EXERCISE INSTRUCTIONS: Without changing a character, return the entries, but not the images they hold.

########################################

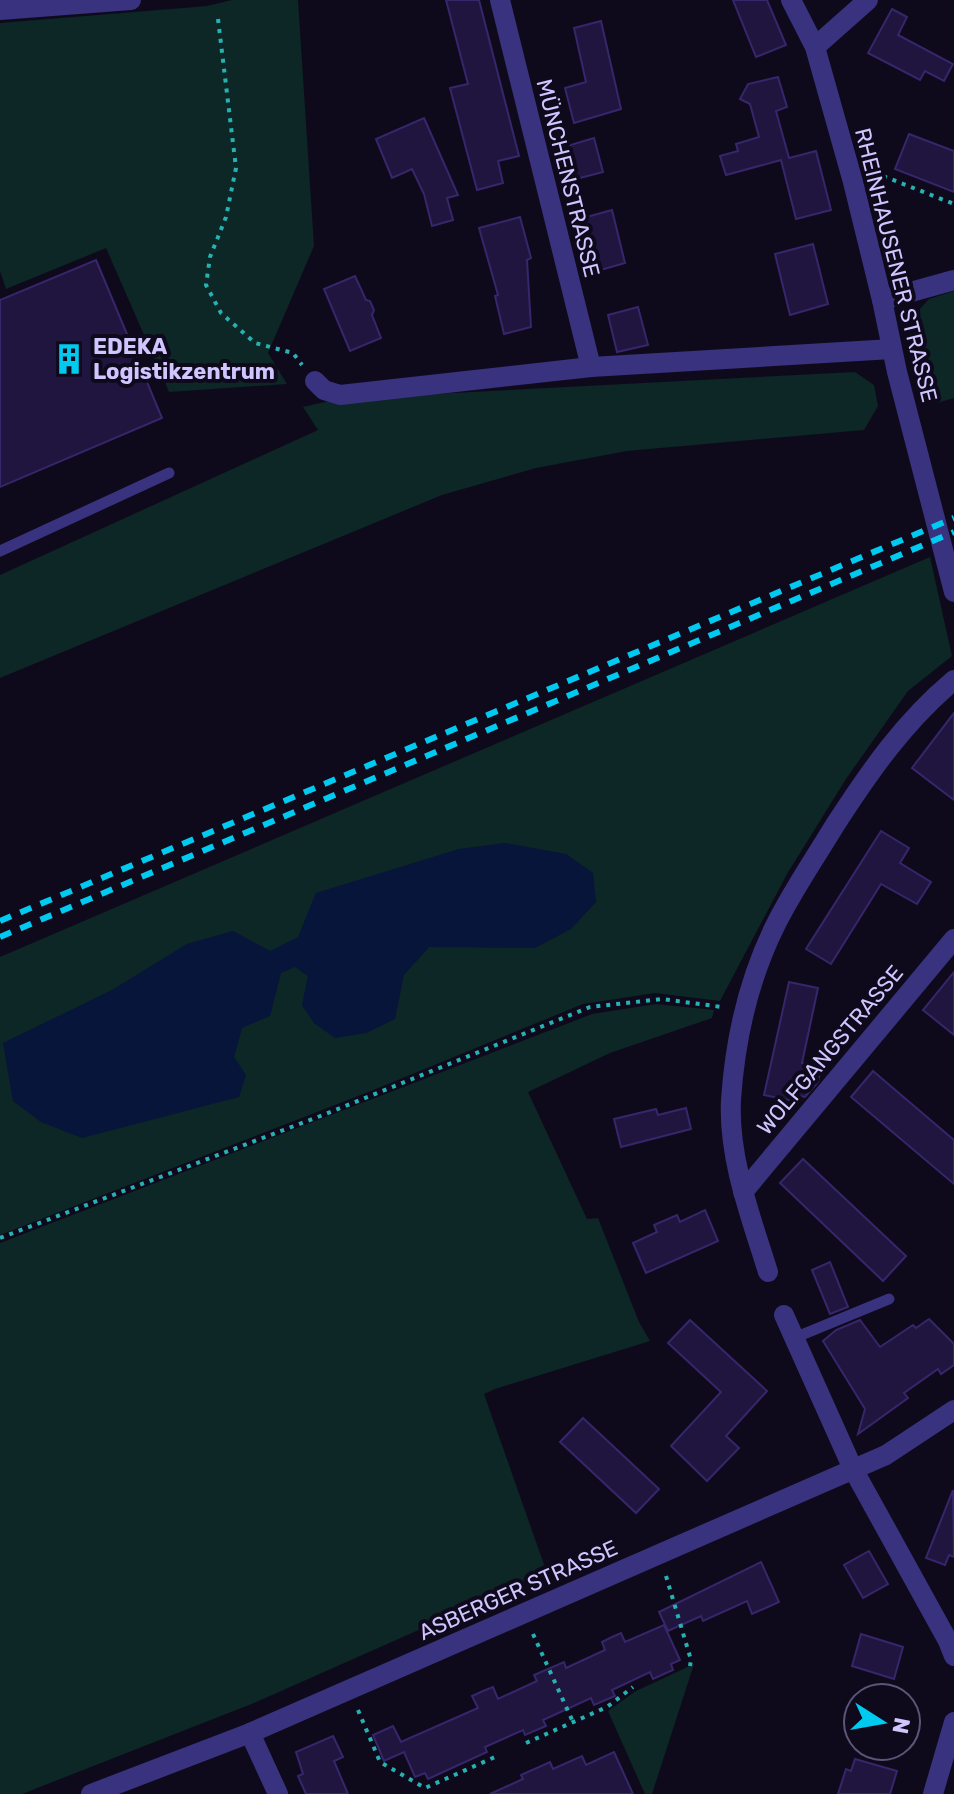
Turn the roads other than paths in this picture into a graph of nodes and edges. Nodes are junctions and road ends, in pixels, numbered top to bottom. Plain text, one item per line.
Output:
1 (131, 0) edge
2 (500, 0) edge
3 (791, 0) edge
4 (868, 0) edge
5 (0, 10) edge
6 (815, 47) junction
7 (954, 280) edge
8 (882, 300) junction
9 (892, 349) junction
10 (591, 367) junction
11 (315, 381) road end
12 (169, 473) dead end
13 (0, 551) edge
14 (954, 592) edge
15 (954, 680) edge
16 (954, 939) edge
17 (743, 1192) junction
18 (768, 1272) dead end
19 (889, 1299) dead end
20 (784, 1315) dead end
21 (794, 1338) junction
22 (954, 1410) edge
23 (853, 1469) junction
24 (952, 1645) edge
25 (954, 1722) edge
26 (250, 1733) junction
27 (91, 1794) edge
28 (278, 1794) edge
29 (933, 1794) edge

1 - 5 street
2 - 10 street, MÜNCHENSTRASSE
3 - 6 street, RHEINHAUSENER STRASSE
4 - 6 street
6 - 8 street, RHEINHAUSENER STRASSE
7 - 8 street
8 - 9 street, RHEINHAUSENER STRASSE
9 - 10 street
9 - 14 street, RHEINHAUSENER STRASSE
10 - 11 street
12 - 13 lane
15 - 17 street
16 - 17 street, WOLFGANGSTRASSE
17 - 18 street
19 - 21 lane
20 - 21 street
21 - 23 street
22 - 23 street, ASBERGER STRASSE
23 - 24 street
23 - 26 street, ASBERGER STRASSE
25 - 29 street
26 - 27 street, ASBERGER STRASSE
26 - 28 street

########################################

EXERCISE RESULT:
Turn the roads other than paths in this picture into a graph of nodes and edges. Nodes are junctions and road ends, in pixels, numbered top to bottom. Plain text, one item per line.
Output:
1 (131, 0) edge
2 (500, 0) edge
3 (791, 0) edge
4 (868, 0) edge
5 (0, 10) edge
6 (815, 47) junction
7 (954, 280) edge
8 (882, 300) junction
9 (892, 349) junction
10 (591, 367) junction
11 (315, 381) road end
12 (169, 473) dead end
13 (0, 551) edge
14 (954, 592) edge
15 (954, 680) edge
16 (954, 939) edge
17 (743, 1192) junction
18 (768, 1272) dead end
19 (889, 1299) dead end
20 (784, 1315) dead end
21 (794, 1338) junction
22 (954, 1410) edge
23 (853, 1469) junction
24 (952, 1645) edge
25 (954, 1722) edge
26 (250, 1733) junction
27 (91, 1794) edge
28 (278, 1794) edge
29 (933, 1794) edge

1 - 5 street
2 - 10 street, MÜNCHENSTRASSE
3 - 6 street, RHEINHAUSENER STRASSE
4 - 6 street
6 - 8 street, RHEINHAUSENER STRASSE
7 - 8 street
8 - 9 street, RHEINHAUSENER STRASSE
9 - 10 street
9 - 14 street, RHEINHAUSENER STRASSE
10 - 11 street
12 - 13 lane
15 - 17 street
16 - 17 street, WOLFGANGSTRASSE
17 - 18 street
19 - 21 lane
20 - 21 street
21 - 23 street
22 - 23 street, ASBERGER STRASSE
23 - 24 street
23 - 26 street, ASBERGER STRASSE
25 - 29 street
26 - 27 street, ASBERGER STRASSE
26 - 28 street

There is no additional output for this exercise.